I'm a little unshore what you're asking for.

It sounds like you want to flatten out two columns into 1:

a b
c d

into

a
b
c
d


If so then may I suggest that awk is your friend here.
It's a full on programming language in a single command.
Code:

awk '{print $1; print $2}'
Its worth looking up some tutorials on awk is so often used for one stage in a pipe when it will do the task of the whole pipe.
If you can't find anything shorter then: http://www.gnu.org/software/gawk/manual/gawk.html#Regex

For example you often see this in scripts:
grep foo | awk '{print $1}'

Where the developer really ment:
awk '/foo/ {print $1}'

geehog 05-13-2011 10:26 PM

Hi Couling,

No - I have a range of numbers i.e.
1 5
2 3
4 4
34 36
etc...

The above are Ranges (min max values): 1 through to 5, 2 through to 3, 4 through to 4, 34 through to 35 & so on...

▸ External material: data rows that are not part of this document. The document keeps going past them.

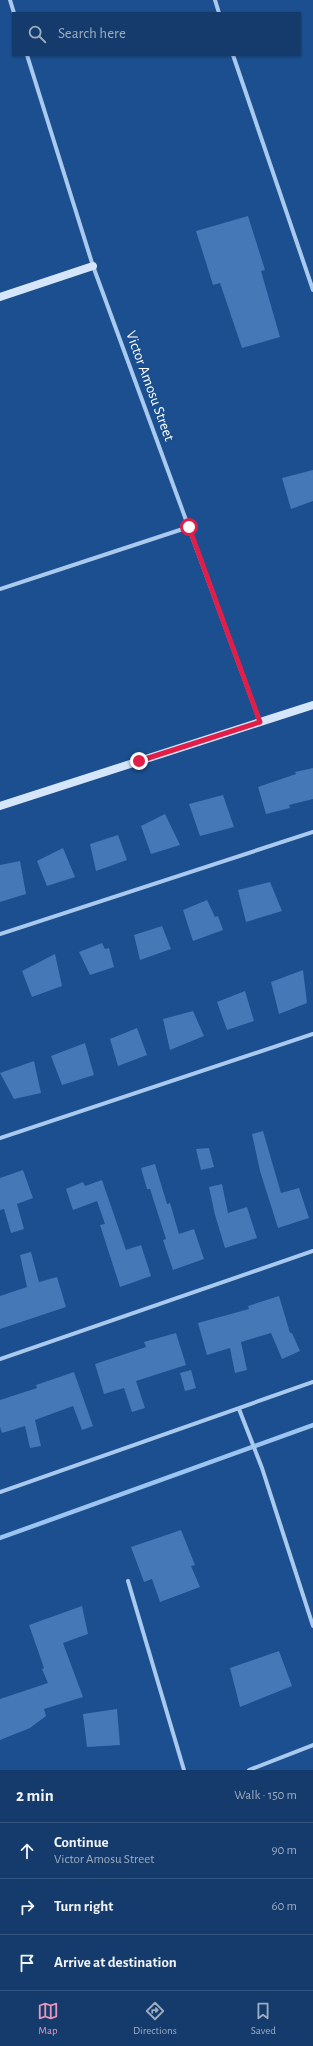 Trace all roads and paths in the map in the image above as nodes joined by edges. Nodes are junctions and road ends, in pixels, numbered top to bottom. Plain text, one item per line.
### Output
1 (10, 0) edge
2 (215, 0) edge
3 (14, 12) edge
4 (219, 12) edge
5 (27, 56) edge
6 (234, 56) edge
7 (94, 266) junction
8 (313, 290) edge
9 (0, 297) edge
10 (189, 527) junction
11 (0, 589) edge
12 (313, 705) edge
13 (260, 722) junction
14 (0, 806) edge
15 (313, 832) edge
16 (0, 934) edge
17 (313, 1034) edge
18 (0, 1138) edge
19 (313, 1251) edge
20 (0, 1359) edge
21 (313, 1382) edge
22 (239, 1409) junction
23 (0, 1492) edge
24 (128, 1581) dead end
25 (313, 1626) edge
26 (313, 1745) edge
27 (184, 1770) edge
28 (249, 1770) edge

1 - 3 street
2 - 4 street
5 - 7 street, Victor Amosu Street
6 - 8 street
7 - 9 street
7 - 10 street, Victor Amosu Street
10 - 11 street
10 - 13 street, Victor Amosu Street
12 - 13 street
13 - 14 street
15 - 16 street
17 - 18 street
19 - 20 street
21 - 22 street
22 - 23 street
22 - 25 street
24 - 27 street
26 - 28 street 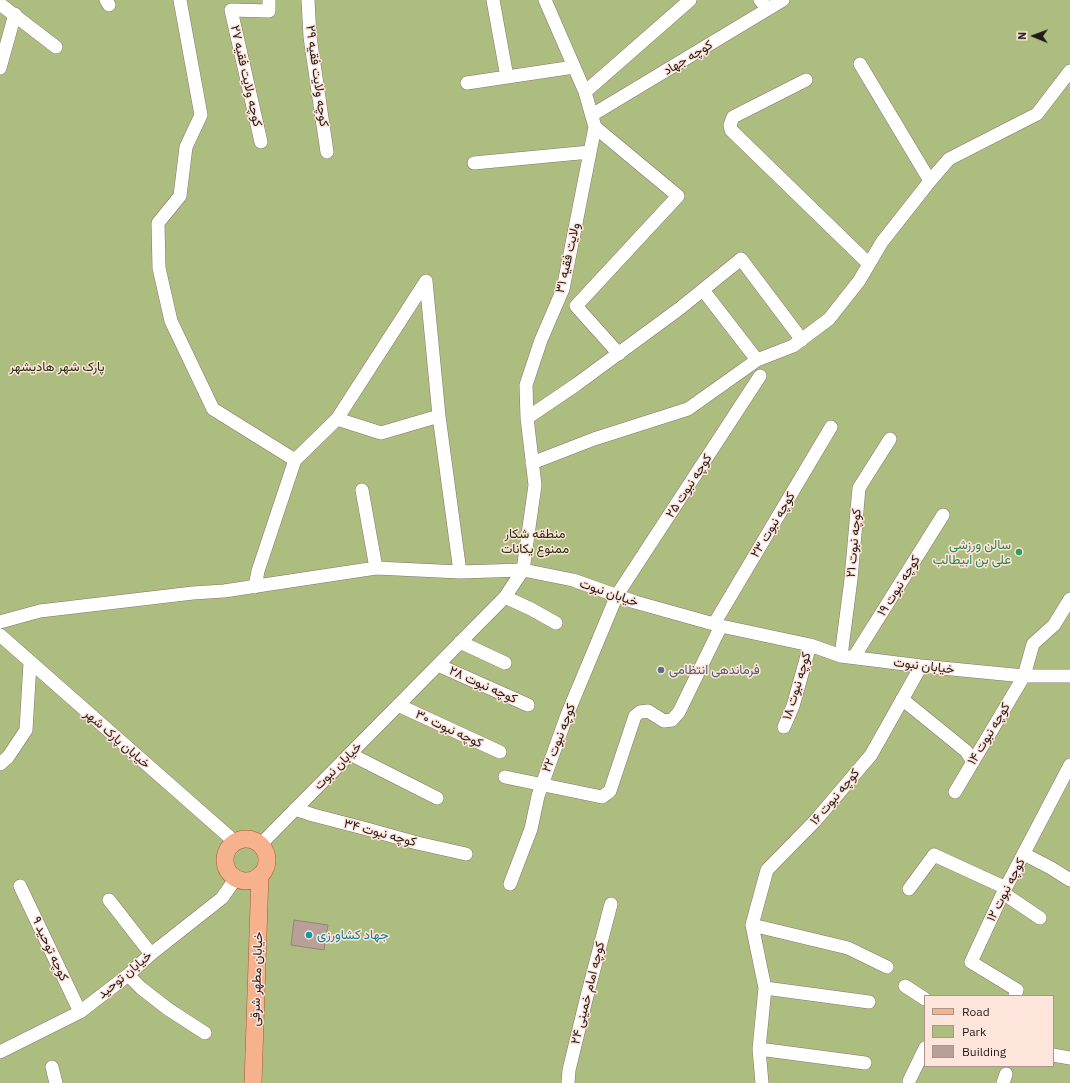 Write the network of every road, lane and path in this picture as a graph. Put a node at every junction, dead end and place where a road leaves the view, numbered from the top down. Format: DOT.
graph roads {
  1 [pos="180,0"];
  2 [pos="269,0"];
  3 [pos="308,0"];
  4 [pos="494,0"];
  5 [pos="544,0"];
  6 [pos="690,0"];
  7 [pos="783,0"];
  8 [pos="0,4"];
  9 [pos="764,5"];
  10 [pos="15,14"];
  11 [pos="56,46"];
  12 [pos="860,64"];
  13 [pos="574,67"];
  14 [pos="0,68"];
  15 [pos="1070,71"];
  16 [pos="507,77"];
  17 [pos="806,80"];
  18 [pos="467,83"];
  19 [pos="585,92"];
  20 [pos="594,121"];
  21 [pos="260,142"];
  22 [pos="327,152"];
  23 [pos="590,152"];
  24 [pos="474,163"];
  25 [pos="930,181"];
  26 [pos="869,264"];
  27 [pos="703,290"];
  28 [pos="802,340"];
  29 [pos="619,354"];
  30 [pos="757,360"];
  31 [pos="760,376"];
  32 [pos="439,416"];
  33 [pos="527,418"];
  34 [pos="337,419"];
  35 [pos="831,427"];
  36 [pos="890,439"];
  37 [pos="295,460"];
  38 [pos="532,464"];
  39 [pos="362,490"];
  40 [pos="943,515"];
  41 [pos="376,568"];
  42 [pos="523,570"];
  43 [pos="460,572"];
  44 [pos="255,587"];
  45 [pos="617,595"];
  46 [pos="505,597"];
  47 [pos="1070,599"];
  48 [pos="0,622"];
  49 [pos="556,624"];
  50 [pos="718,625"];
  51 [pos="0,635"];
  52 [pos="460,642"];
  53 [pos="810,645"];
  54 [pos="847,656"];
  55 [pos="30,663"];
  56 [pos="505,663"];
  57 [pos="438,665"];
  58 [pos="921,666"];
  59 [pos="1024,676"];
  60 [pos="1070,676"];
  61 [pos="902,699"];
  62 [pos="398,705"];
  63 [pos="528,705"];
  64 [pos="784,727"];
  65 [pos="500,752"];
  66 [pos="350,754"];
  67 [pos="973,762"];
  68 [pos="0,764"];
  69 [pos="1070,765"];
  70 [pos="506,777"];
  71 [pos="542,784"];
  72 [pos="955,792"];
  73 [pos="437,798"];
  74 [pos="295,809"];
  75 [pos="235,842"];
  76 [pos="260,844"];
  77 [pos="466,854"];
  78 [pos="1024,854"];
  79 [pos="260,875"];
  80 [pos="236,878"];
  81 [pos="1070,880"];
  82 [pos="510,884"];
  83 [pos="20,886"];
  84 [pos="909,889"];
  85 [pos="1005,890"];
  86 [pos="109,900"];
  87 [pos="610,904"];
  88 [pos="1040,918"];
  89 [pos="752,925"];
  90 [pos="151,954"];
  91 [pos="887,967"];
  92 [pos="128,975"];
  93 [pos="905,986"];
  94 [pos="765,988"];
  95 [pos="1015,995"];
  96 [pos="924,998"];
  97 [pos="869,1002"];
  98 [pos="80,1012"];
  99 [pos="205,1033"];
  100 [pos="760,1049"];
  101 [pos="924,1050"];
  102 [pos="0,1052"];
  103 [pos="1054,1055"];
  104 [pos="1070,1058"];
  105 [pos="865,1063"];
  106 [pos="52,1067"];
  107 [pos="909,1081"];
  108 [pos="56,1083"];
  109 [pos="253,1083"];
  110 [pos="568,1083"];
  111 [pos="762,1083"];
  1 -- 37 [label="street"];
  2 -- 21 [label="street, کوچه ولایت فقیه ۲۷"];
  3 -- 22 [label="street, کوچه ولایت فقیه ۲۹"];
  4 -- 16 [label="street"];
  5 -- 13 [label="street, ولایت فقیه ۳۱"];
  6 -- 19 [label="street"];
  7 -- 9 [label="street, کوچه جهاد"];
  8 -- 10 [label="street"];
  9 -- 20 [label="street, کوچه جهاد"];
  10 -- 11 [label="street"];
  10 -- 14 [label="street"];
  12 -- 25 [label="street"];
  13 -- 16 [label="street"];
  13 -- 19 [label="street, ولایت فقیه ۳۱"];
  15 -- 25 [label="street"];
  16 -- 18 [label="street"];
  17 -- 26 [label="street"];
  19 -- 20 [label="street, ولایت فقیه ۳۱"];
  20 -- 23 [label="street, ولایت فقیه ۳۱"];
  20 -- 29 [label="street"];
  23 -- 24 [label="street"];
  23 -- 33 [label="street, ولایت فقیه ۳۱"];
  25 -- 26 [label="street"];
  26 -- 28 [label="street"];
  27 -- 28 [label="street"];
  27 -- 29 [label="street"];
  27 -- 30 [label="street"];
  28 -- 30 [label="street"];
  29 -- 33 [label="street"];
  30 -- 38 [label="street"];
  31 -- 45 [label="street, کوچه نبوت ۲۵"];
  32 -- 34 [label="street"];
  32 -- 34 [label="street"];
  32 -- 43 [label="street"];
  33 -- 38 [label="street, ولایت فقیه ۳۱"];
  34 -- 37 [label="street"];
  35 -- 50 [label="street, کوچه نبوت ۲۳"];
  36 -- 54 [label="street, کوچه نبوت ۲۱"];
  37 -- 44 [label="street"];
  38 -- 42 [label="street, ولایت فقیه ۳۱"];
  39 -- 41 [label="street"];
  40 -- 54 [label="street, کوچه نبوت ۱۹"];
  41 -- 43 [label="street"];
  41 -- 44 [label="street"];
  42 -- 43 [label="street"];
  42 -- 45 [label="street, خیابان نبوت"];
  42 -- 46 [label="street, خیابان نبوت"];
  44 -- 48 [label="street"];
  45 -- 50 [label="street, خیابان نبوت"];
  45 -- 71 [label="street, کوچه نبوت ۲۲"];
  46 -- 49 [label="street"];
  46 -- 52 [label="street, خیابان نبوت"];
  47 -- 59 [label="street, کوچه نبوت ۱۴"];
  50 -- 53 [label="street, خیابان نبوت"];
  50 -- 71 [label="street, کوچه نبوت ۲۳"];
  51 -- 55 [label="street, خیابان پارک شهر"];
  52 -- 56 [label="street"];
  52 -- 57 [label="street, خیابان نبوت"];
  53 -- 54 [label="street, خیابان نبوت"];
  53 -- 64 [label="street, کوچه نبوت ۱۸"];
  54 -- 58 [label="street, خیابان نبوت"];
  55 -- 68 [label="street"];
  55 -- 75 [label="street, خیابان پارک شهر"];
  57 -- 62 [label="street, خیابان نبوت"];
  57 -- 63 [label="street, کوچه نبوت ۲۸"];
  58 -- 59 [label="street, خیابان نبوت"];
  58 -- 61 [label="street, کوچه نبوت ۱۶"];
  59 -- 60 [label="street, خیابان نبوت"];
  59 -- 67 [label="street, کوچه نبوت ۱۴"];
  61 -- 67 [label="street"];
  61 -- 89 [label="street, کوچه نبوت ۱۶"];
  62 -- 65 [label="street, کوچه نبوت ۳۰"];
  62 -- 66 [label="street, خیابان نبوت"];
  66 -- 73 [label="street"];
  66 -- 74 [label="street, خیابان نبوت"];
  67 -- 72 [label="street, کوچه نبوت ۱۴"];
  69 -- 78 [label="street, کوچه نبوت ۱۲"];
  70 -- 71 [label="street"];
  71 -- 82 [label="street, کوچه نبوت ۲۲"];
  74 -- 76 [label="street, خیابان نبوت"];
  74 -- 77 [label="street, کوچه نبوت ۳۴"];
  75 -- 76 [label="main road"];
  75 -- 80 [label="main road"];
  76 -- 79 [label="main road"];
  78 -- 81 [label="street"];
  78 -- 85 [label="street, کوچه نبوت ۱۲"];
  79 -- 80 [label="main road"];
  79 -- 109 [label="main road, خیابان مطهر شرقی"];
  80 -- 90 [label="street, خیابان توحید"];
  83 -- 98 [label="street, کوچه توحید ۹"];
  84 -- 85 [label="street"];
  85 -- 88 [label="street"];
  85 -- 95 [label="street, کوچه نبوت ۱۲"];
  86 -- 90 [label="street"];
  87 -- 110 [label="street, کوچه امام خمینی ۲۴"];
  89 -- 91 [label="street"];
  89 -- 94 [label="street"];
  90 -- 92 [label="street, خیابان توحید"];
  92 -- 98 [label="street, خیابان توحید"];
  92 -- 99 [label="street"];
  93 -- 96 [label="street"];
  94 -- 97 [label="street"];
  94 -- 100 [label="street"];
  98 -- 102 [label="street, خیابان توحید"];
  100 -- 105 [label="street"];
  100 -- 111 [label="street"];
  101 -- 107 [label="street"];
  103 -- 104 [label="street"];
  106 -- 108 [label="street"];
}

Need to generate all numbers in these sequences (integers) .. 1,2,3,4,5 2,3 4 34,35 in a single column listing
1
2
3
4
5

2
3
4

34
35

Will then put this through a sort -u to remove duplicate numbers. With this new column list, will then use wc command to get the total count of individual number.

Issue with seq command is that it (appears) to only accept 1 row of numbers (i.e. unable to input multiple values of min max) to generate integer sequence numbers.

grail 05-13-2011 11:46 PM

Well I don't think you need the several different commands you are using, but as you hide some of the commands being piped in it is hard to know.
This would seem to solve what you have given us:
Code:

awk '{for(i=$1; i <= $2; i++)if(! (i in _))_[i]++}END{for(x in _)print x}' | sort -n
I am with Couling thought that using a useless grep that awk can already do serves no purpose except to make the code look convoluted.

geehog 05-14-2011 12:18 AM

Thanks Grail - is now solved. New to scripting - hence code is not as shorten as can be, plus also reading in various lines & sorting/filtering them through to the particular lines /items needed to get the pairs of min max numbers.